I don’t remember my father tying my right hand behind my back or being babysat in the pigpen, but I do remember pushing Savoir Faire, one hand on each prickly milk-fattened hindquarter, up the wooden ramp and into the trailer. The last driver on Earth to use hand signals, my father took the corners slowly, lecturing me on how fall was the best time to kill a pig because there were less flies and the meat would keep for a while outside, because once you freeze it, the quality starts to go down. Unbuckled, like any child raised before car seats and airbags, I knelt in the seat facing backward, looking out that tiny rear window at Savior Faire, the doomed, cloven-hoofed genius squealing like a four-hundred-pound bitch the whole way to the slaughterhouse. “You done won your last game of Connect Four, you fucking getting mucus on the pieces, ‘I sunk your battleship,’ ‘King me!’ son of a bitch.” At stoplights Daddy would stick his arm out of the window, bent at the elbow, hand toward the ground, palm facing the rear. “People eat the shit you shovel them!” he’d shout over the radio music, somehow shifting, steering, turning on the blinker, making the hand signal, a left turn, singing along to Ella Fitzgerald, and reading the L.A. Times bestseller list all at the same time.
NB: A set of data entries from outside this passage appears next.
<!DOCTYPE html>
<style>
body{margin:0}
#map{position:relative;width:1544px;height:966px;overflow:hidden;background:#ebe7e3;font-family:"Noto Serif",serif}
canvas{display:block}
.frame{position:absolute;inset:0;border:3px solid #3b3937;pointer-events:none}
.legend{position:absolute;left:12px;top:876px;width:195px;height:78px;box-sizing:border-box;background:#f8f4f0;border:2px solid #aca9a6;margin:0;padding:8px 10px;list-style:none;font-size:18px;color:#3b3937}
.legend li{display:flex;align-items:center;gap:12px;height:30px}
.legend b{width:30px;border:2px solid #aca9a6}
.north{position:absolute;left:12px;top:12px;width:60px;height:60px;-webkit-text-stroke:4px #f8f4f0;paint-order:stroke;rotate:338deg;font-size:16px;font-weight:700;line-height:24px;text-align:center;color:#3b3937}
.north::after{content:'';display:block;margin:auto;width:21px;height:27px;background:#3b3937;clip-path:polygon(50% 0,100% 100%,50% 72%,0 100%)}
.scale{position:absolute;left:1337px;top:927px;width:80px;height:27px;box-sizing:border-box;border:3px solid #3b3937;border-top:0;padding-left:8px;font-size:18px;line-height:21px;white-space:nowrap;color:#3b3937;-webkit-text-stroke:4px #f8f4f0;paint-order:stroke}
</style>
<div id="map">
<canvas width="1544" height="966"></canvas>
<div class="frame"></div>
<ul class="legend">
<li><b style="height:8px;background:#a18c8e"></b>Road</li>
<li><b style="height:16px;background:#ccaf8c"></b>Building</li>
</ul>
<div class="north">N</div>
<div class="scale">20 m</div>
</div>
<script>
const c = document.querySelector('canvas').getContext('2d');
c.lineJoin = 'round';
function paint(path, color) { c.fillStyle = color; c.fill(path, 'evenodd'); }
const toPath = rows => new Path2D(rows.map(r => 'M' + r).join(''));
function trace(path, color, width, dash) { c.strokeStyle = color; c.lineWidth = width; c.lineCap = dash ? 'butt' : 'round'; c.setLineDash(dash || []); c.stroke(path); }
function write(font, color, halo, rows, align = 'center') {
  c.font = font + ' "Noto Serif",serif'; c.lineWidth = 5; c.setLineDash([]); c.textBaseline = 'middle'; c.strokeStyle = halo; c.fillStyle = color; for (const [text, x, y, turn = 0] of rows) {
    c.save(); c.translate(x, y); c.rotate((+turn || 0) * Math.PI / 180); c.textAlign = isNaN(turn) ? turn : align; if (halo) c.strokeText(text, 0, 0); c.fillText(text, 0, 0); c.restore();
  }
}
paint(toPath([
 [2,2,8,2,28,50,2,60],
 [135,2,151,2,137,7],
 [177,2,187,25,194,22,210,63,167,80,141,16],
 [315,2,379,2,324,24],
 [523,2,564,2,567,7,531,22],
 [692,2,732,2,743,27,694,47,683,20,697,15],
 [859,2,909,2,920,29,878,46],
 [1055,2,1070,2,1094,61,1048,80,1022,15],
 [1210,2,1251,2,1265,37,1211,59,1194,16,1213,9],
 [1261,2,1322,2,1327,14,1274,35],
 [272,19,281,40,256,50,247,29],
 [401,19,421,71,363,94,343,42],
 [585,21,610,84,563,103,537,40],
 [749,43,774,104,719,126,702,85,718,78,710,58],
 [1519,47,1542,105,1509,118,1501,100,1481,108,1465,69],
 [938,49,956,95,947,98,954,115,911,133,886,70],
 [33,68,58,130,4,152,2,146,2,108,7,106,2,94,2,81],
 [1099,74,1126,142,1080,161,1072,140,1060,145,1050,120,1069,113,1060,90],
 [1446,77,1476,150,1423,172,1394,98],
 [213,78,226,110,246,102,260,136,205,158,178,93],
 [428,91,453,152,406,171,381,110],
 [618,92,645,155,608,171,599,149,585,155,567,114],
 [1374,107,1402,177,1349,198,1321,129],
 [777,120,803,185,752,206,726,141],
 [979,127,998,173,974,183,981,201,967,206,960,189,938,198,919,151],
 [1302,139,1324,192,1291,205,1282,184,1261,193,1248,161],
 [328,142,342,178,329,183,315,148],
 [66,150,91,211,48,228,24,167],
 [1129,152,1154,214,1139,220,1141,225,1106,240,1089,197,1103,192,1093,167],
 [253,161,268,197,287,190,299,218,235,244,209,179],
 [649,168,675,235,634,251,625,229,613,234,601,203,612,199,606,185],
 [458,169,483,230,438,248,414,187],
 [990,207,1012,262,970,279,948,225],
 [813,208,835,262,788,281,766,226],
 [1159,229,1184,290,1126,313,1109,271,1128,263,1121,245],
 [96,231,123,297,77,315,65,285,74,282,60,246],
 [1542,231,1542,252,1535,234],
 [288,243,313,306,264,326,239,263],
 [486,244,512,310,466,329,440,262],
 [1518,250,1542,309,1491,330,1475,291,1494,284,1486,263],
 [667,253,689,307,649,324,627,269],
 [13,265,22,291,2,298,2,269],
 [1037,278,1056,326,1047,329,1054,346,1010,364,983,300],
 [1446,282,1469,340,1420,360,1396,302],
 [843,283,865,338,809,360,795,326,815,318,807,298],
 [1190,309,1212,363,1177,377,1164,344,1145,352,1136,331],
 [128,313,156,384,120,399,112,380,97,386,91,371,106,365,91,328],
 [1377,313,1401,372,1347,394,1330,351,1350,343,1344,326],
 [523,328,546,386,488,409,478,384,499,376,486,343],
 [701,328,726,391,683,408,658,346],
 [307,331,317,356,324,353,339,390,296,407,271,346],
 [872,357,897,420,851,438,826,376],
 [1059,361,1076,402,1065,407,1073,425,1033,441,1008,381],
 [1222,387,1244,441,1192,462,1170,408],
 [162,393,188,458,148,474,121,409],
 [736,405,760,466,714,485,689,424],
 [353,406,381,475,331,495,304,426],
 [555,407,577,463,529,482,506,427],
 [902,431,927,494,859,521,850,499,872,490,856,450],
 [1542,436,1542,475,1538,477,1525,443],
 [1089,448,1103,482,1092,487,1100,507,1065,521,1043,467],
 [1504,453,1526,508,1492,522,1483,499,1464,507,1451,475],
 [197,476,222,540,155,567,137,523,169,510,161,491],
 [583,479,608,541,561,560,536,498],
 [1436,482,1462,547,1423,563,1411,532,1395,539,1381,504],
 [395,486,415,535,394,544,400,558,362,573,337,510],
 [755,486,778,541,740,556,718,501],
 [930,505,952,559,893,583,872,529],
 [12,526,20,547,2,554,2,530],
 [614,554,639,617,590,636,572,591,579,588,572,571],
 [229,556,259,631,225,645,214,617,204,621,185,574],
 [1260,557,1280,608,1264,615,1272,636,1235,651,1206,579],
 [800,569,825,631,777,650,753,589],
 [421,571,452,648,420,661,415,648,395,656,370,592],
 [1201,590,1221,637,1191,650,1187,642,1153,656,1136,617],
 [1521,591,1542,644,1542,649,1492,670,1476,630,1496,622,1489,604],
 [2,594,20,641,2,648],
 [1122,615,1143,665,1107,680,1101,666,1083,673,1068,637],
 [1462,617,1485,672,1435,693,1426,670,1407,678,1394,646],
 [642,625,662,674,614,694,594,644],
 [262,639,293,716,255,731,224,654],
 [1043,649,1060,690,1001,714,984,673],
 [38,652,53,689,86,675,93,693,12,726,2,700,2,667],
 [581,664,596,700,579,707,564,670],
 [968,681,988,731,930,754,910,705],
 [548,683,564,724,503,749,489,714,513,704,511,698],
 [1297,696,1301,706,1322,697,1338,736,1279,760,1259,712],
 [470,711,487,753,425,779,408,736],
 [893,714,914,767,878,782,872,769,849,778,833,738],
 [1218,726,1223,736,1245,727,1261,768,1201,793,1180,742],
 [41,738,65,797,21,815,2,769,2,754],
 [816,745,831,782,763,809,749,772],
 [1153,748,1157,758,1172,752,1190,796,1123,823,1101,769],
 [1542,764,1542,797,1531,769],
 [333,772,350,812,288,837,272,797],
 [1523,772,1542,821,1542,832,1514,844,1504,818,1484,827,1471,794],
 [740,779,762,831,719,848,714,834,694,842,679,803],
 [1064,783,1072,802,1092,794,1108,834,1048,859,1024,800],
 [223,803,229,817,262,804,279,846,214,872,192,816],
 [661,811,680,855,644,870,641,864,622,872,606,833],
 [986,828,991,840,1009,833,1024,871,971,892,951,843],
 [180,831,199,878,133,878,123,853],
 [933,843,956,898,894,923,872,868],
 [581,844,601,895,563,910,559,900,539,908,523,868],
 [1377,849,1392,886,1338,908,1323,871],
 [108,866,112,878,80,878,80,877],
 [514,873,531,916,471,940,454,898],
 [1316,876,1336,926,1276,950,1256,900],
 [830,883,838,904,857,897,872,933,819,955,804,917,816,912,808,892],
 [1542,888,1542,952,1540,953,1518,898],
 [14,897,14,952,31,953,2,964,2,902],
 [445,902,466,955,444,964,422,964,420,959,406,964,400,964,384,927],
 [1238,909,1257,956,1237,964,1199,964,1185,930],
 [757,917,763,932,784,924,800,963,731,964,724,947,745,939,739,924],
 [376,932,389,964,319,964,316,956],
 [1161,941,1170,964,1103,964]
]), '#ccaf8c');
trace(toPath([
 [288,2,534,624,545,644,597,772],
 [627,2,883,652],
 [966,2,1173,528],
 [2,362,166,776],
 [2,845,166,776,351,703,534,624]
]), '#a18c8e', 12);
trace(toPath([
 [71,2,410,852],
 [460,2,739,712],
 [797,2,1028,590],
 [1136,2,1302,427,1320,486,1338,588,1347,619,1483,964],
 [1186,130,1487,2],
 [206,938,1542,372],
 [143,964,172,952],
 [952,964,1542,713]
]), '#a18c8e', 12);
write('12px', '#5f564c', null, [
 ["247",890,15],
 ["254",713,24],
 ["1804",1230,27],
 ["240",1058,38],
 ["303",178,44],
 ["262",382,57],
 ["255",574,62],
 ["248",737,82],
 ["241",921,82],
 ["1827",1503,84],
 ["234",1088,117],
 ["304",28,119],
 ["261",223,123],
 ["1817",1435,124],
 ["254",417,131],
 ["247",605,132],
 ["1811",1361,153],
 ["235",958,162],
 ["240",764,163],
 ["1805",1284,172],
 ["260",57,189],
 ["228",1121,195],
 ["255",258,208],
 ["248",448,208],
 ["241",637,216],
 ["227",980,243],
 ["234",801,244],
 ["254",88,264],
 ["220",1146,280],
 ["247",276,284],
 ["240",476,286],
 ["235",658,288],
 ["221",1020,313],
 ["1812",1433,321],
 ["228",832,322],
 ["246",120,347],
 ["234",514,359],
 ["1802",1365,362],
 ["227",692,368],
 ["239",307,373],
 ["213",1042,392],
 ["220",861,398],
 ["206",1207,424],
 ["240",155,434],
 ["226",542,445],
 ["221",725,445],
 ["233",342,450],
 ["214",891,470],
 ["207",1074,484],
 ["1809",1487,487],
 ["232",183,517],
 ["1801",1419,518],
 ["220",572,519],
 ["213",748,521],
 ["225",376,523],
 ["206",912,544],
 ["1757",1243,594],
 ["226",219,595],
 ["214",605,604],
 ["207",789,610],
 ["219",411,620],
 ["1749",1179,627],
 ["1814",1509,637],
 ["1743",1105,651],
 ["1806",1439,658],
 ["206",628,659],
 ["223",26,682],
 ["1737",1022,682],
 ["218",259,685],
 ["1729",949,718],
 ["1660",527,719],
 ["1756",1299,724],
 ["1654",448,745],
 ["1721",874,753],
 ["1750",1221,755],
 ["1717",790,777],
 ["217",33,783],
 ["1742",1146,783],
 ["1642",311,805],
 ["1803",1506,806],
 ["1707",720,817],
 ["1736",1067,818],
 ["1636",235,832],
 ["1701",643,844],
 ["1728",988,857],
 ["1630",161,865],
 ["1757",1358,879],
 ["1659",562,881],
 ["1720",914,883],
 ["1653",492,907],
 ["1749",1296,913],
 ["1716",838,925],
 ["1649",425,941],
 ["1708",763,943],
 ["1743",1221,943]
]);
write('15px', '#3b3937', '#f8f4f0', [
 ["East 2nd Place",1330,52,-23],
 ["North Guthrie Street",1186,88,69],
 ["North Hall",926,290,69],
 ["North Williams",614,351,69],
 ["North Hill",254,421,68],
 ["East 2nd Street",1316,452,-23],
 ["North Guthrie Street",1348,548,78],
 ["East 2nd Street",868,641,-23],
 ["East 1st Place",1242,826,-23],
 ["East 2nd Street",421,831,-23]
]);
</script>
People eat the shit you shovel them.

* * *

I’d like to say, “I buried my father in the backyard and that day I became a man,” or some other droll American bullshit, but all that happened was that day I became relieved. No more trying to look uninvolved as my own father fought for parking spaces at the Farmers Market. Shouting down Beverly Hills dowagers asserting their luxury sedan right of way by nosing their gigantic cars into spaces marked COMPACT ONLY. You stupid overmedicated bitch. If you don’t back that fucking jalopy out my space, I swear to God, I’m going to punch you in your anti-aging-cold-cream face and permanently reverse five hundred years of white privilege and five hundred thousand dollars of plastic surgery.

People eat the shit you shovel them. And sometimes, when I pull up to the drive-thru window on horseback or return the disbelieving stares of a convertible carload of out-of-town vatos pointing at the black vaquero grazing his livestock in the trash-strewn fields underneath the power lines that stretch Eiffel Tower — like alongside West Greenleaf Boulevard, I think about all the lines of ad infinitum bullshit my father shoveled down my throat, until his dreams became my dreams. Sometimes, while I’m sharpening the plowshare and shearing the sheep, I feel like every moment of my life isn’t mine but one of his “déjà vus.” No, I don’t miss my father. I just regret that I never had the nerve to ask him if it was really true that I’d spent the sensorimotor and preoperational stages of my life with one hand tied behind my back. Talk about starting life off with a handicap. Fuck being black. Try learning to crawl, ride a tricycle, cover both eyes while playing peek-a-boo, and constructing a meaningful theory of mind, all with one hand.